* _WHAT IS BEING ASKED_
What is the number of lines in the entries that contain "dead"? Reply with that number only.
*** Opening of EXTRACTED RECORDS ***
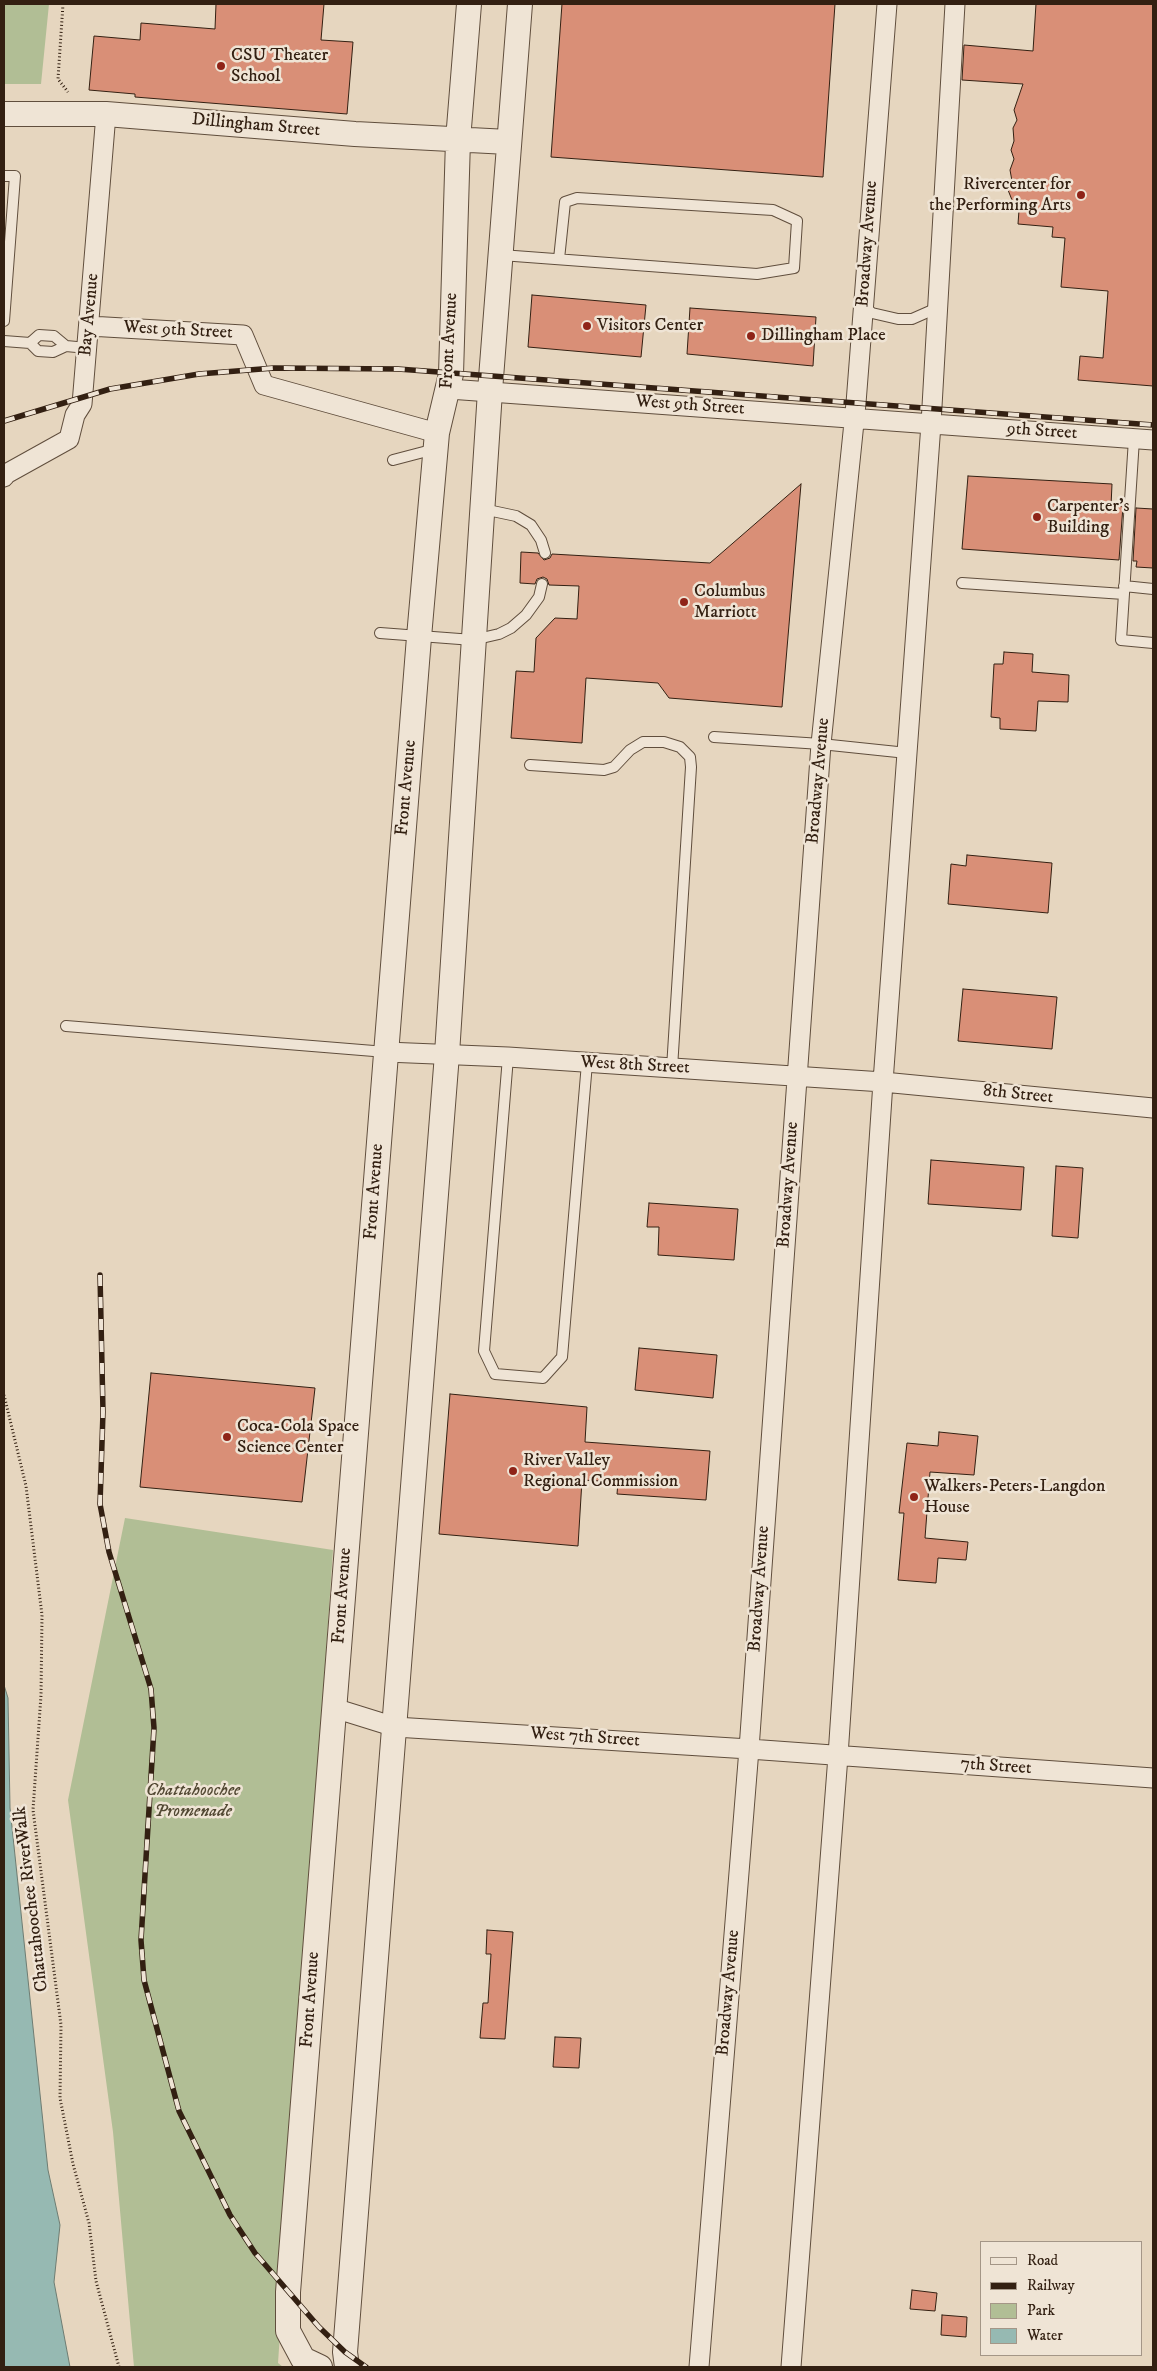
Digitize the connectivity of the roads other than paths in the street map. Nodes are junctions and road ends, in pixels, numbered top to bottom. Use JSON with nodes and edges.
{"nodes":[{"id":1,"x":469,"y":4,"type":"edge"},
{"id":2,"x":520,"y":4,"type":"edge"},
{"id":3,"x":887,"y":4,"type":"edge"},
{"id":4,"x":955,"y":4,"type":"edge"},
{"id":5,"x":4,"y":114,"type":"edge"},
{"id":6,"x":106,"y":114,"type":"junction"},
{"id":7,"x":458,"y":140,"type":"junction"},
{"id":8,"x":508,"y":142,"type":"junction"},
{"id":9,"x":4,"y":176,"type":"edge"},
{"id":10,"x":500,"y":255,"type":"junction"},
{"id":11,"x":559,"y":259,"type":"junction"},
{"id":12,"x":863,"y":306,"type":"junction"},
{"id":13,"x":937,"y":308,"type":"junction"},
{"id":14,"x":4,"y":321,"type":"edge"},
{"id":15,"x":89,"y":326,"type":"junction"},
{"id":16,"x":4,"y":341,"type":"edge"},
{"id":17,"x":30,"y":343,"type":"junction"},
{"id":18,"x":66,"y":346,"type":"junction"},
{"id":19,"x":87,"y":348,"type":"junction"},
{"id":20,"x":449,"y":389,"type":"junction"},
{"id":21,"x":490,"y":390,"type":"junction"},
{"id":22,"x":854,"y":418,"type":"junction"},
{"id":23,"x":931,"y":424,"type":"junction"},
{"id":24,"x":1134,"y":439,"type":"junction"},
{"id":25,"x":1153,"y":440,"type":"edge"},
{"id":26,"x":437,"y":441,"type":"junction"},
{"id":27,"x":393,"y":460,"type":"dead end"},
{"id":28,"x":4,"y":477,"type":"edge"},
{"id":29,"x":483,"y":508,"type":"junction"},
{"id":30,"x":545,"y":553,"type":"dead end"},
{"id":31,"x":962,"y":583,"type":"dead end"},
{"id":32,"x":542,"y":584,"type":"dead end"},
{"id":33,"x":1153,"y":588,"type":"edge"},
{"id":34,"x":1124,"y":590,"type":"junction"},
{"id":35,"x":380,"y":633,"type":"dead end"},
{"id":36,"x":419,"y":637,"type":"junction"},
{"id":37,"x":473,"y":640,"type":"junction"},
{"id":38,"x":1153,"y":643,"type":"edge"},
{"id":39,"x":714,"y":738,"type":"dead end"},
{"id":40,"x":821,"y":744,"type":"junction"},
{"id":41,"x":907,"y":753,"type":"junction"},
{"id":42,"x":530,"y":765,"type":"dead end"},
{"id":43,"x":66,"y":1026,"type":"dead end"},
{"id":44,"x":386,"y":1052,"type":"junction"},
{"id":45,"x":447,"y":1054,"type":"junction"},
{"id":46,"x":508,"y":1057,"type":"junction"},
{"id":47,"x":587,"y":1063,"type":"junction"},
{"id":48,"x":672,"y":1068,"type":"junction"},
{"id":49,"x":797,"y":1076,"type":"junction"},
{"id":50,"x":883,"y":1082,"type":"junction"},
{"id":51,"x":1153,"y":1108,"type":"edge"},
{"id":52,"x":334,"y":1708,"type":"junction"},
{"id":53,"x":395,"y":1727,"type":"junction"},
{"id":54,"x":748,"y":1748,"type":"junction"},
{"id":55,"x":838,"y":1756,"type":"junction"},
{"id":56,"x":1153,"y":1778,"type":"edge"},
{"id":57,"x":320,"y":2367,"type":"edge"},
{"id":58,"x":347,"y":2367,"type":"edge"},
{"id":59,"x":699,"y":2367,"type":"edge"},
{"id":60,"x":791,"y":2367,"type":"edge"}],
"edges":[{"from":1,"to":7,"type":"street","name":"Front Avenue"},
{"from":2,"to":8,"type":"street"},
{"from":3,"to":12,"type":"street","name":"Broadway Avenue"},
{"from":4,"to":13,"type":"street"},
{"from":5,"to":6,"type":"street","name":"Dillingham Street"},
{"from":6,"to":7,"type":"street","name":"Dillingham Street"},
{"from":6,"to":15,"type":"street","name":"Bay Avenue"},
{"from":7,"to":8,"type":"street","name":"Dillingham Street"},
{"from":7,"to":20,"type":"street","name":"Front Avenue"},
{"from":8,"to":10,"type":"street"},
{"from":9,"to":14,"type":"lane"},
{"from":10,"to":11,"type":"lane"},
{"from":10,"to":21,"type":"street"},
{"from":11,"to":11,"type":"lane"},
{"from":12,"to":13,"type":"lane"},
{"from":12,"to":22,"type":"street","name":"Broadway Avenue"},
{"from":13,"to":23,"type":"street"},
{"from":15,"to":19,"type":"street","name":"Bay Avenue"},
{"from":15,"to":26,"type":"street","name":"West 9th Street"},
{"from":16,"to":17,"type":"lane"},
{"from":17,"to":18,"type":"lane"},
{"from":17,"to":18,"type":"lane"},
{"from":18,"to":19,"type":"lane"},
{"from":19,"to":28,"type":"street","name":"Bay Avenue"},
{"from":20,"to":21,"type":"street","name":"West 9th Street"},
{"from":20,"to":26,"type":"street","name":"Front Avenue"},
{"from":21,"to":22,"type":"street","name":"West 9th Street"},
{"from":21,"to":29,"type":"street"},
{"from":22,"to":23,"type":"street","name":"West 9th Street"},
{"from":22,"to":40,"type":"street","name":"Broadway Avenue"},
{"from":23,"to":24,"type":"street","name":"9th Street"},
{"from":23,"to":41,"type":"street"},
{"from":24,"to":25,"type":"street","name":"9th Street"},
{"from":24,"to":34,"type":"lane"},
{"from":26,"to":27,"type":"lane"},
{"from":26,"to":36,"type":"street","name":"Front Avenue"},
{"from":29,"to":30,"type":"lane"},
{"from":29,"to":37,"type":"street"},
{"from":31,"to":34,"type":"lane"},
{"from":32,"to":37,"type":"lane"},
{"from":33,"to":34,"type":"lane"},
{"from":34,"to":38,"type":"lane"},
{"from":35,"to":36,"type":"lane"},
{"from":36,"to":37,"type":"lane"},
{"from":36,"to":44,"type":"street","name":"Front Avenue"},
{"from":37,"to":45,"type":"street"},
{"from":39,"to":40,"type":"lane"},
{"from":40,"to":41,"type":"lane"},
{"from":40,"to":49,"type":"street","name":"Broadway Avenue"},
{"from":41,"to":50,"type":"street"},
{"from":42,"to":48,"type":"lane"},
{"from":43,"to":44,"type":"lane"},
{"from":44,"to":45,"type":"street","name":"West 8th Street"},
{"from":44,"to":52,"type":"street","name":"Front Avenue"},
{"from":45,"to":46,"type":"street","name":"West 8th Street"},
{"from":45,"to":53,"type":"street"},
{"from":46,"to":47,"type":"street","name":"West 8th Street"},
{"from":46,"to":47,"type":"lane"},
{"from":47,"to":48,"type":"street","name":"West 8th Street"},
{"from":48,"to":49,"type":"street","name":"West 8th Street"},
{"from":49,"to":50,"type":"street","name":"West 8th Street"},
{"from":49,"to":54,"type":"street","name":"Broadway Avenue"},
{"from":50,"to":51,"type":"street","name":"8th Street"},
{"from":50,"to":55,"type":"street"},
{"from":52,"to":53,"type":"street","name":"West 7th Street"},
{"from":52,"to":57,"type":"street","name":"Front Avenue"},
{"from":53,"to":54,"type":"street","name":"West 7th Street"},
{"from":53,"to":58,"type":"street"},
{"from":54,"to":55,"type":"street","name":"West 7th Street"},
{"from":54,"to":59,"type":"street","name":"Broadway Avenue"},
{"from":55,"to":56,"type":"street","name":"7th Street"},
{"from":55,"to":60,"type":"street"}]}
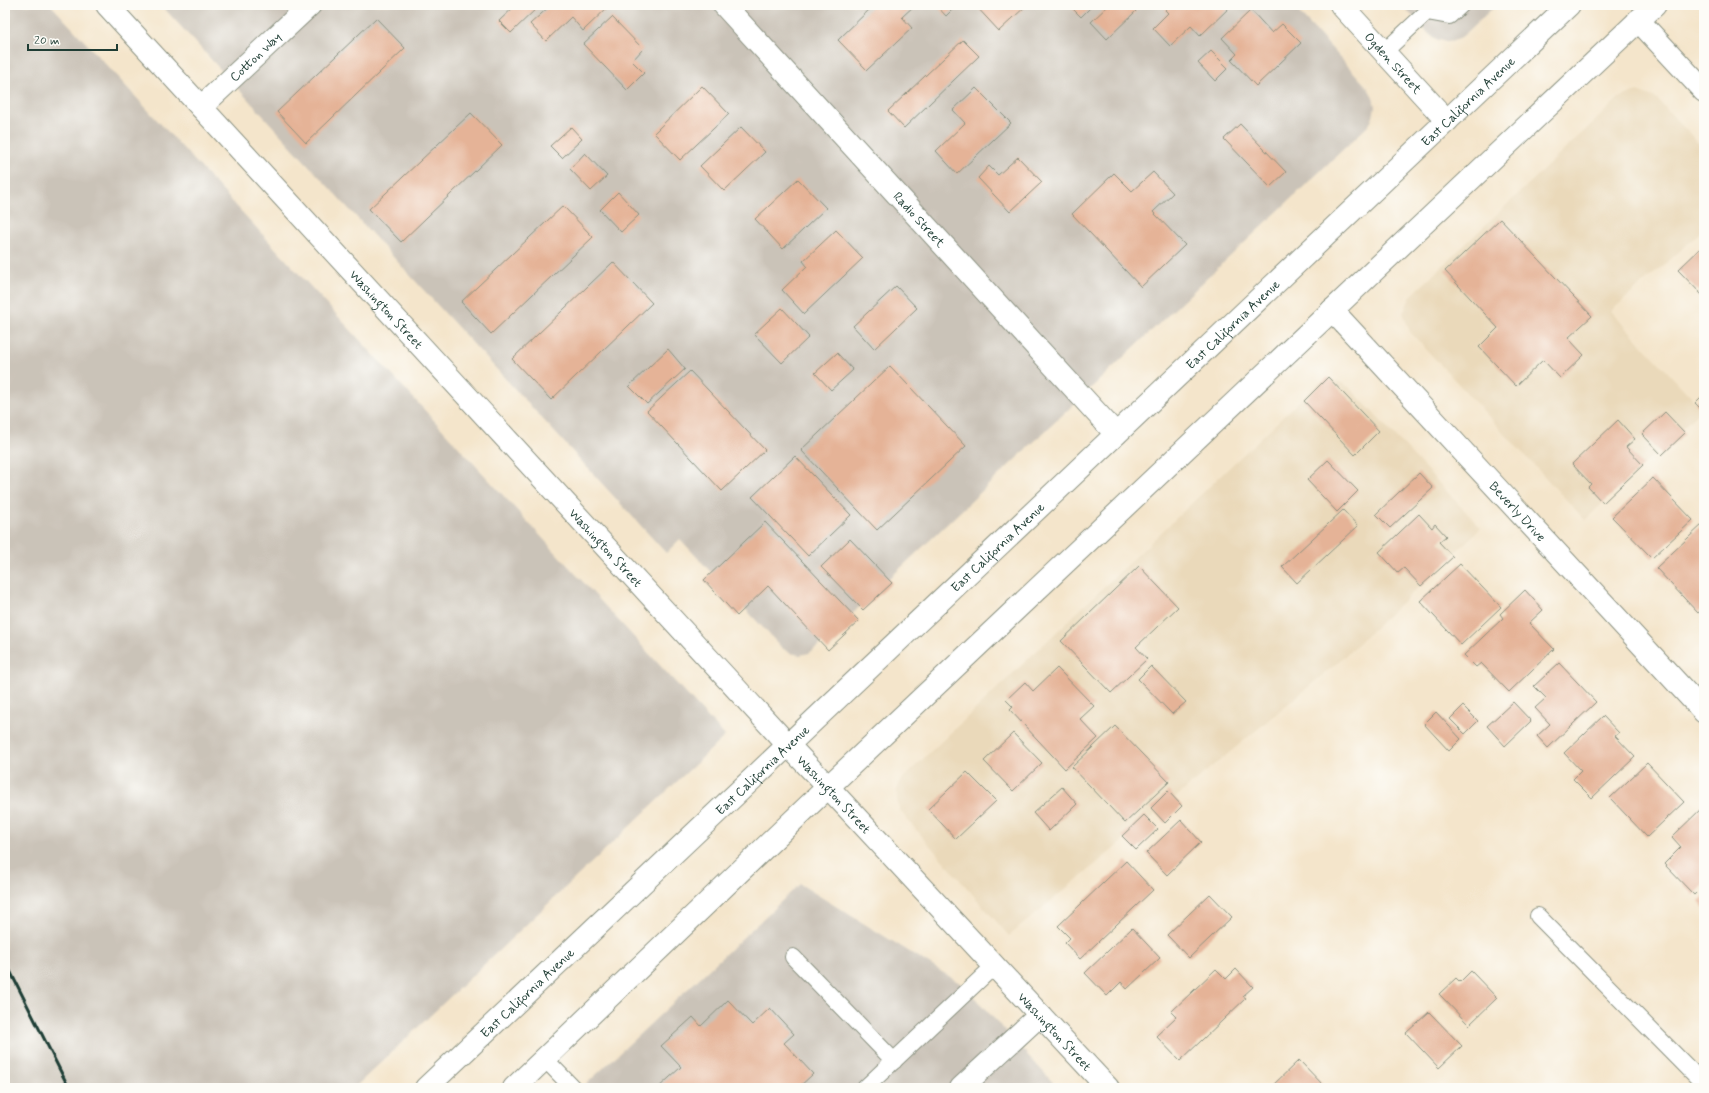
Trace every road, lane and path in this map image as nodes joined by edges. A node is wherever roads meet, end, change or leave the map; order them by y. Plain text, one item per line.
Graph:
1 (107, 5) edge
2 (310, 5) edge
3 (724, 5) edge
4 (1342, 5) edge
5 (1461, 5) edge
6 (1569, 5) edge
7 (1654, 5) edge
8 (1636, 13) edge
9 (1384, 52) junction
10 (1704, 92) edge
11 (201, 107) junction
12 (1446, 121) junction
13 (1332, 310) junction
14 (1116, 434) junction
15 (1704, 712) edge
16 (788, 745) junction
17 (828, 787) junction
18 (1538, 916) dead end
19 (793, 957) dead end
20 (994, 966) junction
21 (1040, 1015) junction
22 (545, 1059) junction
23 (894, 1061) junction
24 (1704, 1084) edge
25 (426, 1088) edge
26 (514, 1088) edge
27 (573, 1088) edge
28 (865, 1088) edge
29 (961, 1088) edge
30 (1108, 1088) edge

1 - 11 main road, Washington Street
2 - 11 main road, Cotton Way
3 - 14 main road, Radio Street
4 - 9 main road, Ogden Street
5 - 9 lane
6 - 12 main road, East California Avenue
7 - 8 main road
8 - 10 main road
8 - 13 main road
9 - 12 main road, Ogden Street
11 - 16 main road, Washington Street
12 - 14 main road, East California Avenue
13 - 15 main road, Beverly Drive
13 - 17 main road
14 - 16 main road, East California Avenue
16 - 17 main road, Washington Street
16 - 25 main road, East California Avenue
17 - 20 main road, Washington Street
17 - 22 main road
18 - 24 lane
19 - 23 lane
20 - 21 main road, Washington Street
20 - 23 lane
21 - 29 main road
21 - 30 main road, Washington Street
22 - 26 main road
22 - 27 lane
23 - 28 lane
*** Close of EXTRACTED RECORDS ***
* _OUTPUT OF THE EXERCISE_
10